The “benefit” in benefit analysis is identical to the “absolute risk reduction” sometimes used to report results of clinical trials. Scientific reporting guidelines22 and leading medical journals encourage authors to use this measure rather than the alternative “relative risk reduction,” which can make modest gains seem to be more substantial than they are.

Prolongation of life may not be the only goal of chemotherapy. If other goals such as symptom relief influence decision-making, then the efficacy of chemotherapy in achieving those goals should be quantified and incorporated into a benefit analysis. The patient needs an evidence-based answer to the question, “What am I going to gain from this treatment?”

To the extent that contemporary chemotherapy—and newer approaches such as immunotherapy—outperforms or enhances the effects of conventional chemotherapy, the survival benefit based on earlier placebo-controlled trials must be adjusted accordingly. Since present-day cancer trials usually lack a placebo or null control group, it is difficult to determine the survival benefit of the new treatment compared with supportive care alone. One possible approach is illustrated in Box 6. Developing rigorous methods for estimating treatment-vs.-supportive care differences in the absence of an appropriate control group deserves high-priority attention as a topic for cancer research methodology. Such methods would make it possible to determine if improvements in treatment over the past 4 decades have increased survival enough to alter the essential message of Fig. 1—that only a minor fraction of patients with stage IV cancer derive any survival benefit from treatment.

Box 6 Estimating the benefit of a contemporary treatment by combining recent and older data

A Candid Conversation

If a patient agrees to undergo chemotherapy without a basic understanding of treatment goals and efficacy, the minimum requirements for informed consent have not been satisfied.10 Since patients receiving chemotherapy for advanced cancer typically lack this understanding,2, 3, 10 they have most likely given uninformed consent. This may happen in spite of earnest efforts by the health care team to communicate risks and benefits of therapy to patients who cannot or do not want to hear the truth. While it is reasonable to draw attention to the ways in which clinicians, health educators, and researchers might contribute to a communication gap, it is also important to acknowledge the extraordinary complexity of the problem and fruitlessness of laying blame.

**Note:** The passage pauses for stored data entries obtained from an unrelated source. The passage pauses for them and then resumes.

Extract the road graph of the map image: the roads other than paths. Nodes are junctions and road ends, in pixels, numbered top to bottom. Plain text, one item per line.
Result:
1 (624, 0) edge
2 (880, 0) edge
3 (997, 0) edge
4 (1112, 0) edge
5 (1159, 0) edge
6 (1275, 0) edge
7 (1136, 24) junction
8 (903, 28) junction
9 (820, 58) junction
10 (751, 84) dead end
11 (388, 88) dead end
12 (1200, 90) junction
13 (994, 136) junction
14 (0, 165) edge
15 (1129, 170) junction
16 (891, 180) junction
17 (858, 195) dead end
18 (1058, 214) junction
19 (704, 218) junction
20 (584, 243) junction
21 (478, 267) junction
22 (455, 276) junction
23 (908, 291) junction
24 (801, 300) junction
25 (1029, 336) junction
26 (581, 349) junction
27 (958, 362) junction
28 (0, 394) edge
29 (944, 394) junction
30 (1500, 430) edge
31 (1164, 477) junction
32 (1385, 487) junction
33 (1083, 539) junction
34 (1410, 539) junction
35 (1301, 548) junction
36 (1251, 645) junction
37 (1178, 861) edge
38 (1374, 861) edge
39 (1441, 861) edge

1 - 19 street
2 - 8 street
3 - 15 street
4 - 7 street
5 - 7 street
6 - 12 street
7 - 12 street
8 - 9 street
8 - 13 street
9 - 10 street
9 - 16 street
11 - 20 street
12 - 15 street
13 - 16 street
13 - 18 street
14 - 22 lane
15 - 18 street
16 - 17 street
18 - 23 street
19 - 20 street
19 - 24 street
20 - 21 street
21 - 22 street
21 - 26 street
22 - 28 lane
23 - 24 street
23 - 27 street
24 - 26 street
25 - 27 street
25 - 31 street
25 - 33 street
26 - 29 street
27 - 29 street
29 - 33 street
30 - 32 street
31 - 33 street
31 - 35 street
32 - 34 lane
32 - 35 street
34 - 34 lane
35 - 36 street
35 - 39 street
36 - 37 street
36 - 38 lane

It might seem cruel to convey harsh facts about life expectancy and treatment benefit to patients with incurable cancer. While an insensitive presentation of the facts would, indeed, be cruel, clinicians who adhere to best practices for delivering bad news should be able to communicate compassionately and honestly.24 Pointing out that treatment is unlikely to help does not “take away all hope,” as some defenders of the stage IV shuffle might argue. A candid discussion can give the patient realistic hopes instead of false hopes that are apt to betray later on.25 A patient with stage IV breast cancer can reasonably hope to live 2 years or longer. Hoping for 10 years is less realistic: the chances are currently about 8%—not impossible, but unlikely.5 While it is not the oncologist’s job to challenge a patient who hopes to beat the odds, it is the clinician’s job to disclose the odds when a patient wants to know. A patient who has asked for a prognosis is entitled to the truth. A patient who has asked for a prognosis may prefer to see the statistics rather than to be left in the dark.

While cancer patients are entitled to the truth, they are also entitled not to have the truth forced upon them. Individuals vary in the information they want and the format that is most meaningful to them. A disarmingly straightforward and respectful approach to accommodating this variation26 gives patients no more information than they want and no less (Box 7).

Box 7 The “preview, ask, tell, ask” approach to communicating with patients

Much has been written about the need to improve doctor-patient communication about end-of-life issues. Given the legal and ethical implications of starting a course of treatment when the patient lacks an understanding of key facts, maintaining the status quo is not an option. It is time to put the stage IV shuffle to rest.